External reviews
External reviews are not included in the AWS star rating for the product.
Easy way to run Dask and speed up model training
You get an integrated Jupyter Lab + Dask cluster management environment, which makes it straightforward to parallelize model training and get a big speedup. Collaboration is built-in as well.
- Leave a Comment |
- Mark review as helpful
When you absolutely, positively need to parallelize all the data
Dask is a very powerful library that allows for parallel execution of python code across essentially arbitrary compute resources. I've used dask previously on a smaller scale for things like out-of-memory processing of very large dataframes too big to fit into ram on a respectable workstation.
Dask can take almost any job and make it as much faster as you want, depending on the number of processing nodes and their network connections, and your ability to create, debug, and maintain a distributed dask cluster. The latter of these can be quite a painful challenge to overcome.
We are very happy with the service that Saturn provides as they solve both of these issues at once. Their distributed client can autoscale the number of nodes in its cluster using whatever ec2 instance type thats needed and it plays very nicely cuda, which can be quite tricky (frustrating) to properly configure.

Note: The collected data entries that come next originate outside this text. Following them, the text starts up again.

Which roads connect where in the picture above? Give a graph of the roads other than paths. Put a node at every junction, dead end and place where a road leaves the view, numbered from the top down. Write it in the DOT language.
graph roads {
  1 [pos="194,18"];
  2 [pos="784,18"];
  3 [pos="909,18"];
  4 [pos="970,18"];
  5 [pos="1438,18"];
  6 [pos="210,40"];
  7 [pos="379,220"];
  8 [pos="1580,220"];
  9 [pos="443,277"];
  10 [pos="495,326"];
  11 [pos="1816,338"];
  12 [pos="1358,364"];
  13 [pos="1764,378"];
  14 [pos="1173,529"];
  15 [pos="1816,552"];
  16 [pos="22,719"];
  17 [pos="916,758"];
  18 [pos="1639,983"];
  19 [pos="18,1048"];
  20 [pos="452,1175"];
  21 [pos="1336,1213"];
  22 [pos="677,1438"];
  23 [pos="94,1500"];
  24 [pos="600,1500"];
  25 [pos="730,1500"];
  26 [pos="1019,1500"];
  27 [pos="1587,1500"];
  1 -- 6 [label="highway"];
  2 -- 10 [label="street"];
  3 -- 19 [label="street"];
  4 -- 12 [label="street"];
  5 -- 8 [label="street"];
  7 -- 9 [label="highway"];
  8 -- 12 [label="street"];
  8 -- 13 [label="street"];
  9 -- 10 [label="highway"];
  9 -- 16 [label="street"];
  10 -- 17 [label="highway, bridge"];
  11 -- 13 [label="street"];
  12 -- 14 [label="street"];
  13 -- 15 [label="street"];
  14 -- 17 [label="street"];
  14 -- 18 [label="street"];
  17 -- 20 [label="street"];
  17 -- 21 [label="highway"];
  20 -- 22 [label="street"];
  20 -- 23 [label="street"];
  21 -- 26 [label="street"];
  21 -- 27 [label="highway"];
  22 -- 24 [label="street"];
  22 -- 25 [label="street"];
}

Executing the same code across multiple nodes equipped with their own cpu/gpu/ram is what makes a supercomputer super. Saturn essentially makes it convenient to rent a python-based supercomputer with whatever desired specifications limited only by the hardware available on aws and your vpc quota.
Low maintenance, high performance
Before Saturn, I wasted a ton of time trying to manage my team's JupyterHub. What began as a fun little project quickly turned into a maintenance nightmare. Saturn eliminated all the hassle. The environment just works. Within minutes we can go from one small, basic instance to multiple 64-core servers crunching big data. What's even more exciting is Saturn keeps getting better. New and useful features keep showing up, making it easier for my team to do great work. I'm looking forward to working with Saturn for a long time to come!
Fast Setup, Easy to Use
I used Saturn Cloud for a Machine Learning project that trained a network intrusion classier using PCAP data. In a few minutes I was coding in a jupyter notebook without having to worry about data privacy, and collaboration was simple. The ease of setup and computational power available make this a great collaboration tool, and I will definitely be using again.
Puts enterprise level power in the hands of a team of academics
I'm a data scientist working with a team of marine chemists on a series of peer review journal articles. SaturnCloud made getting them set up and going a snap.
We now have computational power equivalent to that I have used at a Fortune 50 company at a tiny fraction of the cost and with a much faster time to get up and going.
We would have used SaturnCloud for the built in collaboration tools even if we didn't need the computational power. Versioning is easy, even for people who have no experience at all with Git.
We have moved our analytics from a hodgepodge of Matlab, Excel spreadsheets and statistics software to a reproducible pipeline in Python.
Super easy set up on AWS + Dask in one click
I was surprised at how easy it was to get Saturn up and running via the AWS marketplace. It took me about 10 minutes from subscribing -> setting up -> email with user admin password -> spinning up a Jupyter Notebook. I'd imagine the value here is Dask and it was cool to see how easy it was to start up a Dask Cluster to be used for a Jupyter Notebook instance. I'm excited to start moving some of my local projects onto Saturn Cloud's AWS instance because I used to worry about having my data in their public cloud, but now know I have the privacy and security of my own VPC + can use Dask easily for the projects with larger datasets.